◆ Work instruction ◆
The job is to output exactly the lines that run from the start of the entries through the line containing "position:absolute; left:21px; top:21px;", pictures omitted.

(Records from a collection)
——————————

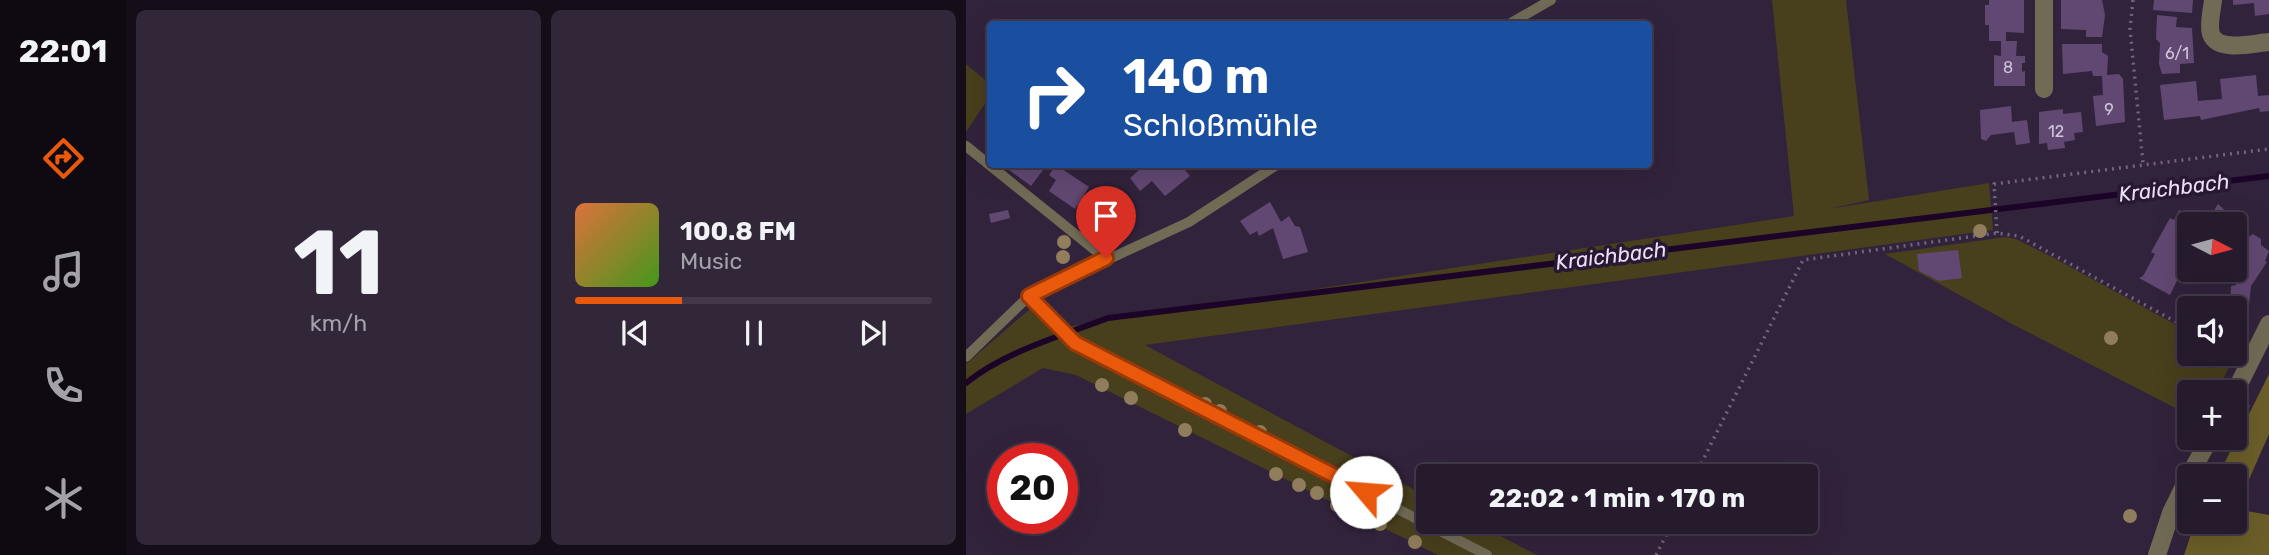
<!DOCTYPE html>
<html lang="en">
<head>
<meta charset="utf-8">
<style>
	body { margin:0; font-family:Rubik,sans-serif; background:#322739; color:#f1f3f6; height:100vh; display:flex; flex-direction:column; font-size:26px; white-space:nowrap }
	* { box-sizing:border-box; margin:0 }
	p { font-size:23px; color:#a4a1aa }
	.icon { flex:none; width:38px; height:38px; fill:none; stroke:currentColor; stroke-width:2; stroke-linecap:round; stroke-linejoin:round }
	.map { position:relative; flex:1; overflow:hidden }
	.drawer { display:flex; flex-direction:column; gap:10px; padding:10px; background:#150e19; width:840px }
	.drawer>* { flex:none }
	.guide { position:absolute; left:21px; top:21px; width:665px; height:147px; border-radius:7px; box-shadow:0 7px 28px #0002,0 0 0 2px #423849; background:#1a4fa0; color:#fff; overflow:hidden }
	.needle { width:46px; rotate:96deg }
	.buttons { position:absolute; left:1211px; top:212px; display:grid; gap:14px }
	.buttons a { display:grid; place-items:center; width:70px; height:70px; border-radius:7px; background:#261a2d; box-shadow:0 7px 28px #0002,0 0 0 2px #423849; font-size:35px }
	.speed { position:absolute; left:21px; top:443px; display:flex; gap:14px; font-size:35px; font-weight:700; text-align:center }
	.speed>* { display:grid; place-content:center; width:91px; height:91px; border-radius:50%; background:#261a2d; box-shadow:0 7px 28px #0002,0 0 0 2px #423849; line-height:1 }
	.speed .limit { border:10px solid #d22; background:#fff; color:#111 }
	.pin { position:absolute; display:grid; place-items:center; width:60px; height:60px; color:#fff; margin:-72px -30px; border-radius:50% 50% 50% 0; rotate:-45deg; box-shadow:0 0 7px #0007 }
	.pin .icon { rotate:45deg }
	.me { position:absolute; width:77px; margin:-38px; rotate:297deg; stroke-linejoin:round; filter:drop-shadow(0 0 5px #0008) }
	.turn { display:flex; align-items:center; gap:24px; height:147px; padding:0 21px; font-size:32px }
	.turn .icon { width:91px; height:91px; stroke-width:2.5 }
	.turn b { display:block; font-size:49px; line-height:60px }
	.drawer .card { flex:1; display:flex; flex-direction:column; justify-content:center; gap:10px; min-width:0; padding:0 24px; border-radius:10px; background:#322739 }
	.drawer .dial { align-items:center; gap:0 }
	.dial b { font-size:91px; line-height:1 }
	.song { display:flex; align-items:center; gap:21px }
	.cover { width:84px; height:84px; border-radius:10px; background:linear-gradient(135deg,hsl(20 70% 55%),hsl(100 70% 35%)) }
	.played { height:7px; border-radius:4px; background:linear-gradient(90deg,#ea580c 30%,#423849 30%) }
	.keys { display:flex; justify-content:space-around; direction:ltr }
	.drawer .tiles { flex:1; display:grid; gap:10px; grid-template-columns:repeat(2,1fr) }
	.trip { position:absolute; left:450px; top:464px; width:402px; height:70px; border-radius:7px; background:#261a2d; box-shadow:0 7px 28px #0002,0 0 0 2px #423849; font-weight:700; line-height:70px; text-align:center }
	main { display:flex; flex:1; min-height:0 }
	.tabs { display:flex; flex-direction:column; width:126px; justify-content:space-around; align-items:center; background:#0f0a12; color:#a4a1aa }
	.tabs .icon { width:49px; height:49px }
	.tabs .on { color:#ea580c }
	.tabs b { font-size:32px; color:#f1f3f6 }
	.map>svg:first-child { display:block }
</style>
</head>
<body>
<main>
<nav class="tabs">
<b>22:01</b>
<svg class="icon on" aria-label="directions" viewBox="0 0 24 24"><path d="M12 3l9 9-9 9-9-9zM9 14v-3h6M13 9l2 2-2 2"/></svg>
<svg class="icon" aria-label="music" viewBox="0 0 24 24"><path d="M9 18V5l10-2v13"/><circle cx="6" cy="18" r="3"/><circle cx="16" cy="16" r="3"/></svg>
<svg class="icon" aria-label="phone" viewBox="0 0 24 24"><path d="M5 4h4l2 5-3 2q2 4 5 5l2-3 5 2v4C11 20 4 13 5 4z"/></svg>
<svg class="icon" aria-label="climate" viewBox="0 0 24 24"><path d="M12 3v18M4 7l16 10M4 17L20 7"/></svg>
</nav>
<section class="drawer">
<div class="tiles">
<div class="card dial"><b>11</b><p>km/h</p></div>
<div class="card">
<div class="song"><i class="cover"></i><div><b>100.8 FM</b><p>Music</p></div></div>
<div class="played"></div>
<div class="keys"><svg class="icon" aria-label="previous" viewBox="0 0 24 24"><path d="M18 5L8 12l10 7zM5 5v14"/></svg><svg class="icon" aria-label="pause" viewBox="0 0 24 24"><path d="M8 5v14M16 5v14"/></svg><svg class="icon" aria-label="next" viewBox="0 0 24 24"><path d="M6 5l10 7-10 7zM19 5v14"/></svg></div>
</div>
</div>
</section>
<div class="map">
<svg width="1303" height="555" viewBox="0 0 1303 555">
	<rect width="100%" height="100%" fill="#32233c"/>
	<path fill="#483f1c" d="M806 0H880L903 200 862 209 1023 183 1027 230 179 345 462 497V522H508L571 555H472L110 375 77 368 0 414V364L64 309 79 306 100 327 828 216Z
		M0 64 24 84V96L0 132Z
		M1039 237 1050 239 1088 258 1223 332V354H1262L1268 357 1251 392H1223V415L1048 325 919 254Z"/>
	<path fill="#6b5e29" d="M1303 374V434L1270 509 1303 515V555H1218L1229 522H1269V476H1252Z"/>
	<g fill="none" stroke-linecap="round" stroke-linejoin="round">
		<path stroke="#1c0429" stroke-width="6" d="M0 383C40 351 95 336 142 318L1303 176"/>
	</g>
	<path fill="#614872" d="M1023 0H1058V33L1040 32V41H1051L1050 56H1059V63H1056V72L1059 71V86H1028V55L1035 56V41H1023V25H1019V5H1023Z
		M1095 0H1136L1139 15 1136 37H1120V30L1095 29Z
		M1188 0H1227L1226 13 1187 10Z
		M1267 0H1303V14L1289 16 1288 3 1267 5Z
		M1191 15 1211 17 1210 27 1226 28 1228 63 1214 64V73L1196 74 1193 64 1194 43 1190 39Z
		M1096 44H1136V52L1142 56 1141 75 1153 74 1157 79 1159 122 1130 126 1127 96 1137 95 1136 76H1127L1126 71 1097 74Z
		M1290 75 1292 96 1303 95V111L1294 112 1293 108 1235 120 1234 116 1198 120 1194 85 1230 81 1232 101 1256 99 1254 79Z
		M1045 106 1046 122 1061 120 1064 143 1050 145 1048 132 1025 135 1020 141 1015 139 1014 110Z
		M1097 109V114L1115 112 1117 132 1108 133 1109 140 1098 142 1099 148 1082 150 1081 143 1073 144V112Z
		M35 164H70L77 170 65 186Z
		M180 164H214L224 176 199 196 186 181 174 191 164 178Z
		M90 165 123 187 109 209 83 191 90 180 83 175Z
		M304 202 315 222 323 216 329 226 334 227 342 252 317 259 307 228 293 236 291 231 284 235 274 221Z
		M1252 204 1267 218 1263 224H1240Z
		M42 210 44 218 25 223 23 214Z
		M1213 210 1229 219 1223 224V256L1204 295 1173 278 1177 276 1189 254 1185 252 1204 218 1208 220Z
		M1287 234 1295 239V245L1303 251 1299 261 1301 262 1285 286 1283 305 1264 303 1265 286 1270 285 1272 279 1255 270H1269V246L1275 249 1282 237Z
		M992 250 996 278 973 281 953 271 951 254Z"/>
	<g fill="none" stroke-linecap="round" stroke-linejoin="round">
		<path stroke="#72657b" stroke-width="3.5" stroke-dasharray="2 5" stroke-linecap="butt" d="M1167 0 1164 29 1177 163
			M1031 233 1028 184 1303 149
			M1269 432 1283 404
			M729 476 837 260 1031 233 1053 236 1223 329
			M1220 533 1224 522
			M690 555 707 522"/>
		<path stroke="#716b56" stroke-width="10" d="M543 24 585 0
			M0 146 140 259
			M63 296 109 343 521 555
			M0 357 63 296 223 222 312 164"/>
		<path stroke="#716b56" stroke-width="18" d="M1078 0V89
			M1247 0C1246 10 1242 25 1245 34 1252 53 1288 43 1303 42"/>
		<path stroke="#716b56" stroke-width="18" d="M1269 392 1303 324
			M1223 476 1244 438
			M1191 555 1205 513 1223 476"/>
	</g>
	<g fill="#8f7d5b">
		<circle cx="1014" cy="231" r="7"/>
		<circle cx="98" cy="242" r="7"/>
		<circle cx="97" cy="257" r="7"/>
		<circle cx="1145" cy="338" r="7"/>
		<circle cx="136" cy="385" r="7"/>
		<circle cx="165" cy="398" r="7"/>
		<circle cx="239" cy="404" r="7"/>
		<circle cx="254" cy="411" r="7"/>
		<circle cx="219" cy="430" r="7"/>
		<circle cx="294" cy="432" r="7"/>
		<circle cx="310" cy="474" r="7"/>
		<circle cx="391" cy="482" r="7"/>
		<circle cx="333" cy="485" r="7"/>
		<circle cx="351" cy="493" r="7"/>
		<circle cx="371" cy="505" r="7"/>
		<circle cx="1164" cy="516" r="7"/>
		<circle cx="414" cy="524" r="7"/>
		<circle cx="449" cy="542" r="7"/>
	</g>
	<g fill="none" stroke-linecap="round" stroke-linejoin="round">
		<defs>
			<path id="route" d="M140 258 63 296 109 343 400 492"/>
		</defs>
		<use href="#route" stroke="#983908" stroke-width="18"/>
		<use href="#route" stroke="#ea580c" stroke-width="12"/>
	</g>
	<g text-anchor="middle" stroke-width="7" stroke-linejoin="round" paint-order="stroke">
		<g font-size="16" fill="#d2c6db">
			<text x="1211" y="59">6/1</text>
			<text x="1042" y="73">8</text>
			<text x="1143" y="115">9</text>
			<text x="1090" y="137">12</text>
		</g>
		<g font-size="21" font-style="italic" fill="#edddf9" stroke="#281932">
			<text transform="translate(1208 188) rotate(-7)" y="7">Kraichbach</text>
			<text transform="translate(645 256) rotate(-7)" y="7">Kraichbach</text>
		</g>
	</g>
</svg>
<div class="buttons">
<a><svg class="needle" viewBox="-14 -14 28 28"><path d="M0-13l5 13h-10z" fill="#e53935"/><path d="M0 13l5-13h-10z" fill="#a4a1aa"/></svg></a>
<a><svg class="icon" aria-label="sound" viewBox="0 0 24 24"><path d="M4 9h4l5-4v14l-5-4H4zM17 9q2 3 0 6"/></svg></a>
<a>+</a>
<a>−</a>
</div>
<div class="speed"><div class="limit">20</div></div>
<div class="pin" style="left:140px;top:258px;background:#d93025"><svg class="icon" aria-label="arrive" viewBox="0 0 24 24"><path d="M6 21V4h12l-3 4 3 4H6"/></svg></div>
<svg class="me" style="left:400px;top:492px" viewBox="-20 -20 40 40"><circle r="19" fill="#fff"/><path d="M0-13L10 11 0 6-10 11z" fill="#ea580c"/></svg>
<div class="trip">22:02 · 1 min · 170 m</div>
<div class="guide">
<div class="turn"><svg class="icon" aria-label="right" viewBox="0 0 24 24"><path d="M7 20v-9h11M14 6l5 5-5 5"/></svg><div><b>140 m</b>Schloßmühle</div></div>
</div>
</div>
</main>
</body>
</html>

——————————

◆ Written answer ◆
<!DOCTYPE html>
<html lang="en">
<head>
<meta charset="utf-8">
<style>
	body { margin:0; font-family:Rubik,sans-serif; background:#322739; color:#f1f3f6; height:100vh; display:flex; flex-direction:column; font-size:26px; white-space:nowrap }
	* { box-sizing:border-box; margin:0 }
	p { font-size:23px; color:#a4a1aa }
	.icon { flex:none; width:38px; height:38px; fill:none; stroke:currentColor; stroke-width:2; stroke-linecap:round; stroke-linejoin:round }
	.map { position:relative; flex:1; overflow:hidden }
	.drawer { display:flex; flex-direction:column; gap:10px; padding:10px; background:#150e19; width:840px }
	.drawer>* { flex:none }
	.guide { position:absolute; left:21px; top:21px; width:665px; height:147px; border-radius:7px; box-shadow:0 7px 28px #0002,0 0 0 2px #423849; background:#1a4fa0; color:#fff; overflow:hidden }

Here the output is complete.